Srinagar: On July 16, when Communist Party of India (Marxist) leader Mohammad Yousuf Tarigami addressed the first national conference of the Apple Farmers’ Federation of India (AFFI) organised in collaboration with Jammu and Kashmir Kisaan Tehreek, a hard rain descended on south Kashmir’s Shopian town, the venue of the conference. However, hundreds of apple farmers sitting under a shaky canopy did not move an inch until the Marxist leader completed his speech.
Tarigami urged the government to halt the import of apples from the US and other countries, as such imports substantially contribute to the decline in prices of domestic produce. Barely two days later, on July 19, reports emerged that the Union government had decided to remove the extra tariff duty on Washington apples. On September 5, the Union finance minister issued an order waiving the 20% additional retaliatory duty levied on premium Washington apples in 2019.
The order came on the close heels of a meeting between Prime Minister Narendra Modi and his counterpart Joe Biden on the sidelines of the G20 summit in New Delhi. Tarigami issued a statement terming the removal of additional duty as Modi’s G20 gift to the US.
The newly minted AFFI held conferences in both south and central Kashmir to mount pressure on the government. The federation also put forth a charter of demands before the government.
“In September, we met with the Lieutenant Governor Manoj Sinha and presented him a memorandum of demands concerning apple farmers,” said Zahoor Ahamd Rather, president of AFFI (J&K). He added that restrictions and 100% import duty on apples imported from the US and other countries could save the apple farmers.
“Such imports are bound to affect the produce from J&K, Himachal Pradesh and Uttarakhand,” said Rather.
Kashmir produces around two million metric tonnes of apples annually, with around 3.5 million people directly or indirectly relying on the industry for their livelihood.
Apple cultivators in the Valley continue to voice their concerns over the import of apples from across the world with low import duties.
“Imports from Iran, routed through Afghanistan, coupled with the removal of additional duty on Washington premium apples are impacting domestic produce,” said Mohamamd Ashraf Wani, a local fruit grower and former president of the Fruit Mandi, Shopian.
Wani said that Indian apples could not compete with the Washington premium apples.
Rather, on the other hand, drew an analogy between Indian and US farmers. “The US farmers receive around 32% subsidy while the subsidy received by domestic farmers [in India] stands at scant 2.5%,” he said.

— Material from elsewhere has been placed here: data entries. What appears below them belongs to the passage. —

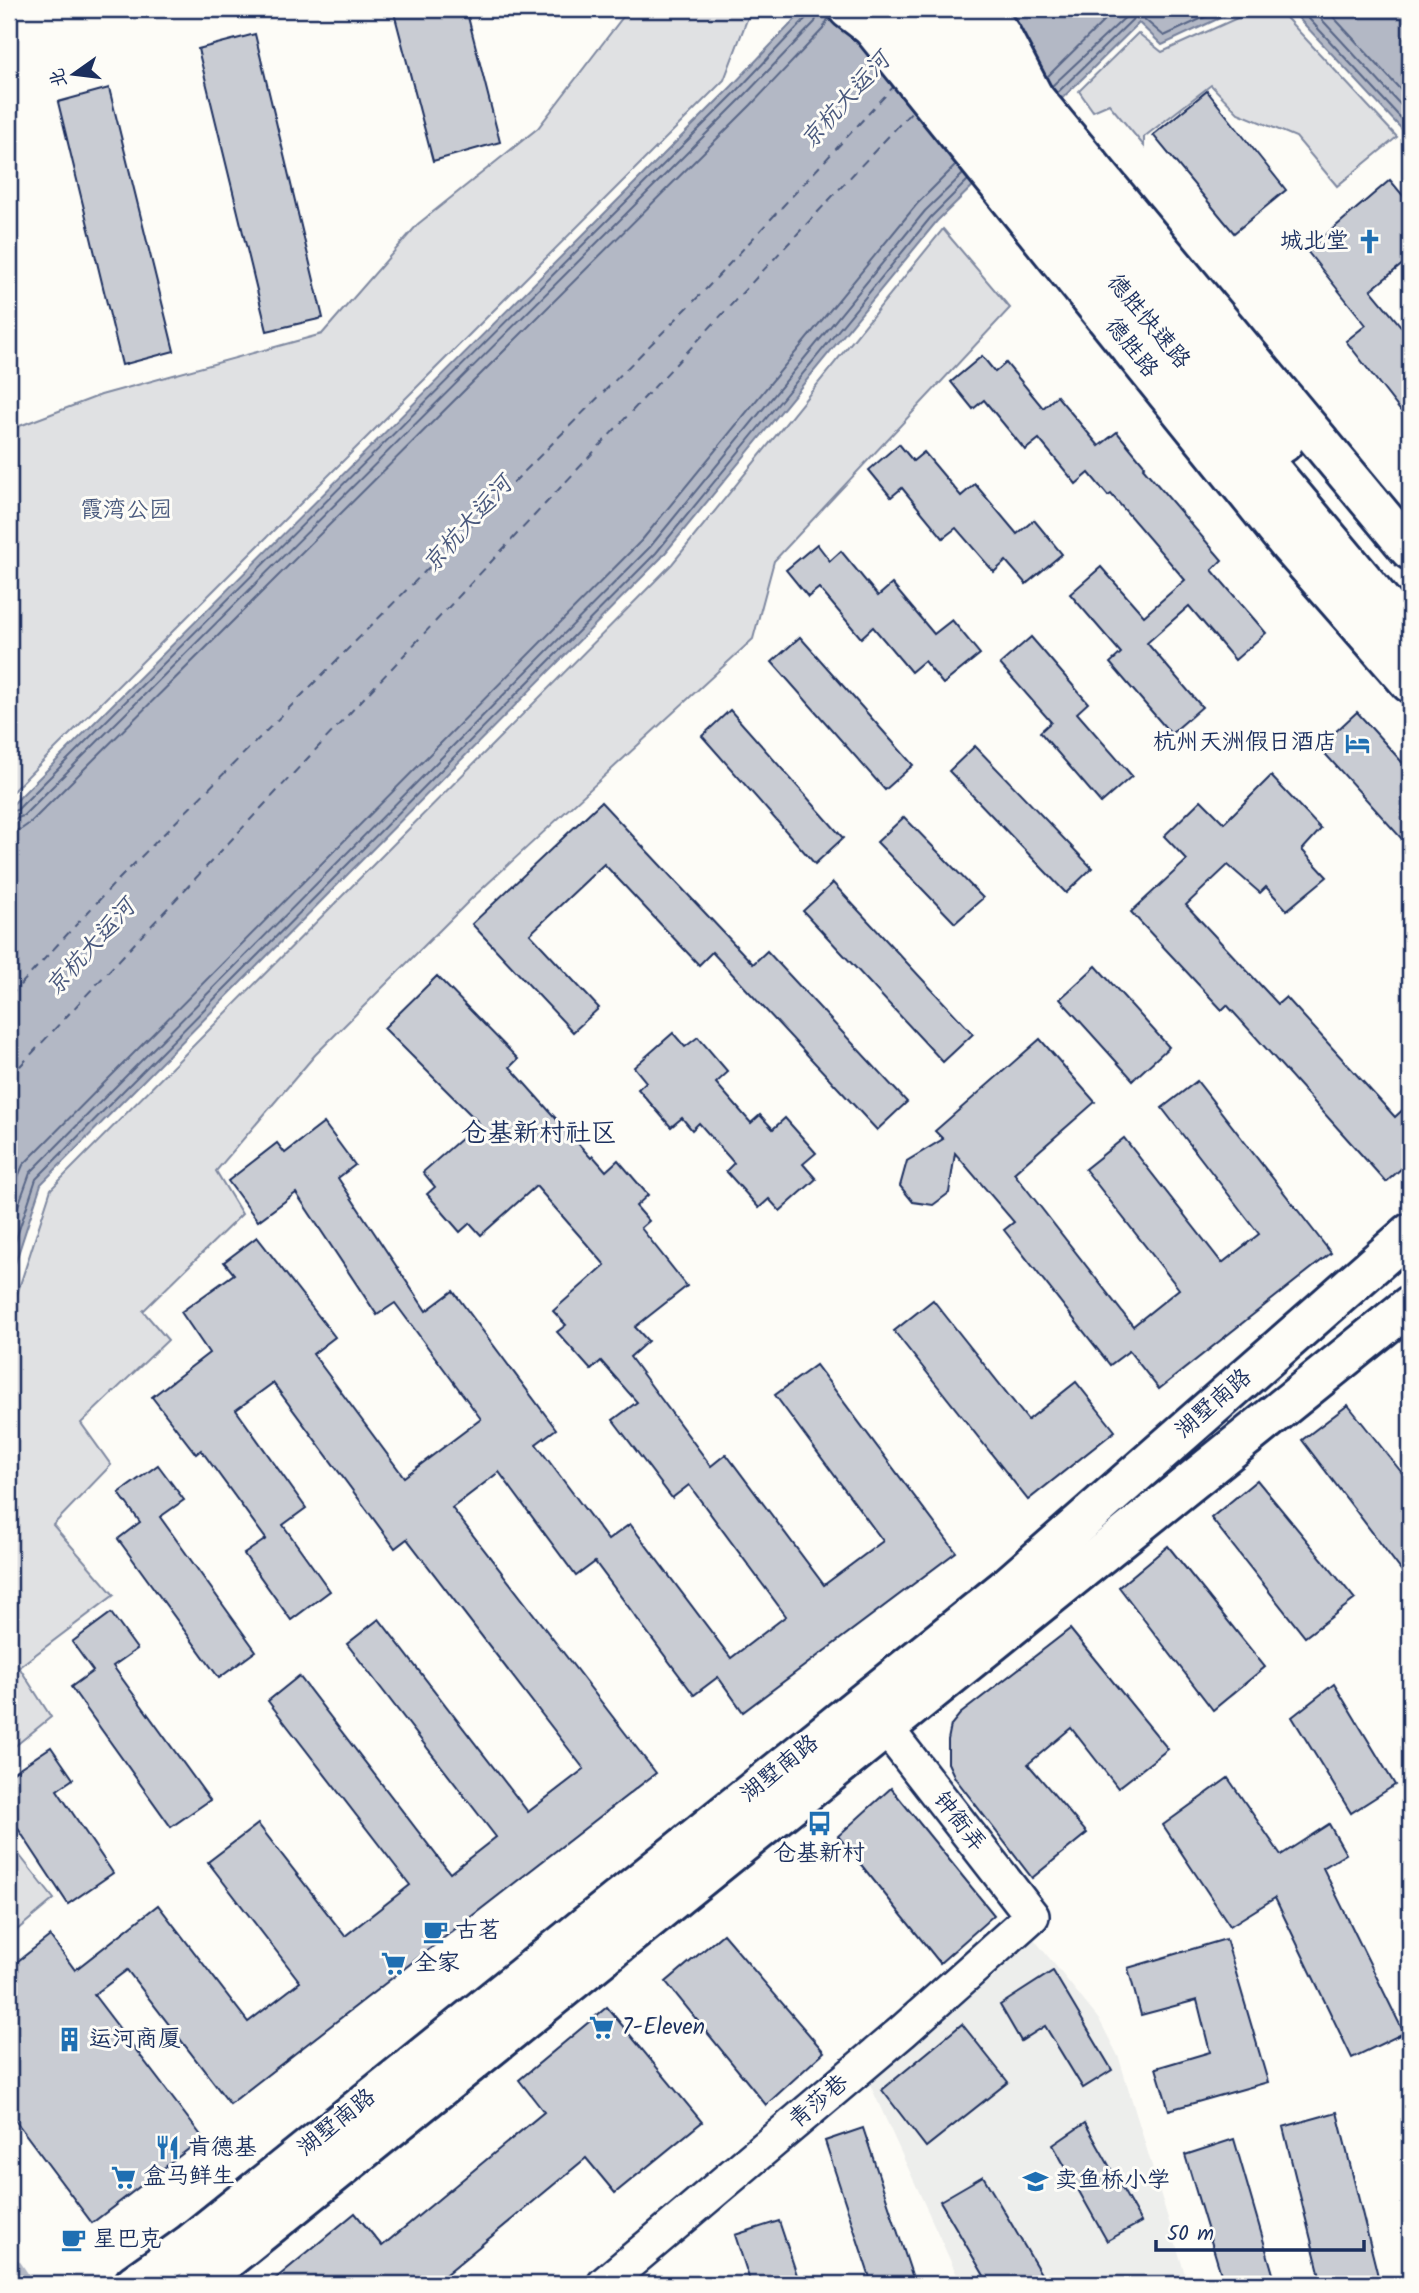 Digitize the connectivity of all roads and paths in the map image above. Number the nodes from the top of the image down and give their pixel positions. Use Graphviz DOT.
graph roads {
  1 [pos="930,9"];
  2 [pos="960,9"];
  3 [pos="983,9"];
  4 [pos="866,14"];
  5 [pos="1034,98"];
  6 [pos="1410,550"];
  7 [pos="1410,600"];
  8 [pos="1410,636"];
  9 [pos="1410,683"];
  10 [pos="1410,1233"];
  11 [pos="1410,1305"];
  12 [pos="886,1728"];
  13 [pos="1032,1916"];
  14 [pos="134,2284"];
  15 [pos="197,2284"];
  16 [pos="604,2284"];
  1 -- 7 [label="main road, 德胜快速路"];
  2 -- 5 [label="main road"];
  3 -- 5 [label="main road"];
  4 -- 8 [label="main road, 德胜快速路"];
  4 -- 9 [label="main road, 德胜路"];
  5 -- 6 [label="main road"];
  10 -- 14 [label="main road, 湖墅南路"];
  11 -- 12 [label="main road, 湖墅南路"];
  12 -- 13 [label="street, 钟衙弄"];
  12 -- 15 [label="main road, 湖墅南路"];
  13 -- 16 [label="street, 青莎巷"];
}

The Department of Horticulture issued statements in an attempt to allay the fears of farmers regarding the apple imports. Director horticulture, Ghulam Rasool Mir, on November 5 told PTI that imports from the US and other countries were not a threat to J& K’s apple industry and they won’t be stopped.
Compared to last year, apple production this year is significantly lower, with farmers from the apple-rich districts of Kashmir reporting about a 40% dip in the yield.
Izhan Javed, an apple orchardist and spokesperson the J&K Fruit and Vegetables Processing and Integrated Cold Chain Association (JKPICCA), said that the low production was coupled with more C-grade apples. “Around 30% is of lower quality,” said Javed.
The erratic weather conditions during the spring are largely being held responsible for the low production and poor quality fruit.
Senior scientist at the Sher-e-Kashmir University of Agricultural Sciences and Technology, Kashmir (SKUAST-K) Dr Tariq Rasool said that frequent rains from March to July affected the fruit produce. He said that the rains stymied the movement of pollinators that resulted in low production.
“Lower temperature during that period is a key reason for the growth of pests,” said the scientist. He also said that the commonly grown Delicious variety “has an alternate bearing”. “Last year we experienced a bumper crop and this year it was low,” he added.
Following a promising market earlier this year, apple prices have suddenly plummeted over the two weeks. The drop in the prices is attributed to the arrival of thousands of apple cartons from Iran in Indian fruit markets.
“The first-rate apples from Iran via Afghanistan have precipitated the price drop. We were happy as the rates this year were comparatively high, but the imported produce has again started taking a toll on local harvest,” said Javed Ahmad, an apple grower.
Last month, an apple carton of Grade-A was sold between Rs 1,300 and Rs 1,400 in local fruit mandis. The prices, at the time this article was written, have dipped to Rs 850 to Rs 1,000.
Similarly, the prices of Grade-B apples have significantly fallen (from Rs 400-650 to Rs 250-300).
Gulzar Bhar is a journalist based in Srinagar.